To best reduce the margin for error, I opted for 100% Pils DME (Breiss) and nothing else for body, colour, whatever. Around this time I also became interested in maintaining a house mixed Brett culture, so I needed to give the Brett blend used in a Brett gruit I made back in October another go. In designing this blend I wanted balanced Brett characteristics: fruit, barnyard, spice. To that end I chose four strains that I thought would play well together – two isolated from beer, two isolated from wine.

I knew I wanted to add some other ingredients to this beer, but had no idea what. I decided to let the developing flavour of the beer guide me. As the beer fermented it developed a nice subtle citrus character behind the big Brett funk, so I decided to accentuate this citrus character. I happened upon some key lime juice while on vacation in Florida, and used that to add citrus flavour and acidity to the beer. Cheating? It’s certainly much easier than hand juicing god knows how many key limes manually. Lime and black pepper are a favourite culinary combination of mine, and a memory of smelling some Pacific Jade hops led to the Pacific Jade dry hop. This hop has a big black pepper aroma, with some subtle citrus, which seemed perfectly complementary to the key lime and Brett funk in my mind.

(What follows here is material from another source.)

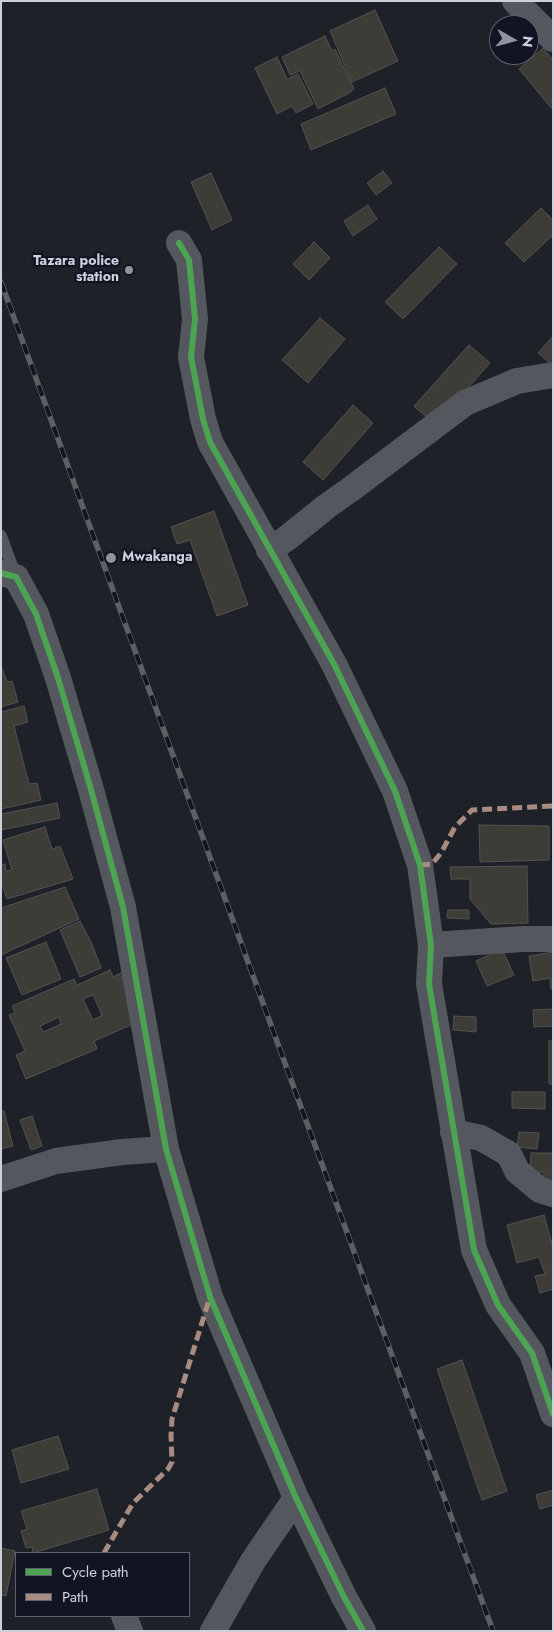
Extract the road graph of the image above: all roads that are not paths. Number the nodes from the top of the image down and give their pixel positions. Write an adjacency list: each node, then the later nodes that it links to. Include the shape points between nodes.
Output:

Lime & Punishment: A Key Lime Brett Saison

4 gallon batch

4 lb Pilsner DME (Breiss)

Brought all (tap) water and DME up to a boil, added 10g Saaz and 42g Experimental Lemon Zest hops, boiled 10 min then chilled to 68F/20C. Pitched my “Four Horsemen” Brett blend.

Fermentation took off about 48 hours later (Brett can be slow… even four at once), yet after 1 week the beer had attenuated to 1.012.

OG 1.040
FG 1.008
ABV 4.1%
IBU 14

Full attenuation took approx. 1 month. Dry hopped with 3 oz Pacific Jade 5 days before packaging. Bottled with 473mL key lime juice and 4g rehydrated QA23 wine yeast.

Appearance: Hazy, slightly chunky pale yellow with a billowing, glossy white head that retains its structure, and leaves pretty lacing on the glass.

Aroma: Pretty big fruity-barnyard funk up front, with notes of black pepper, key lime, and some phenols. I’d like for the phenols to be lower, but the aroma is quite nice as-is. I love the hit of lime, funk and pepper – it’s a flavour profile reminiscent of certain Thai dishes (eg. som tam).

Taste: High carbonation moves out of the way relatively quickly, leaving a medium tartness, very dry beer, and short citric-bitter finish – this being kind of like a few gueuzes I’ve tasted! Definitely not a ton of body here. However, it is very refreshing, and thankfully the “Cheerios” Brett off-flavour is absent, allowing for full enjoyment of the young, dry-hopped Brett beer – I suspect this is due to adding the wine yeast at bottling.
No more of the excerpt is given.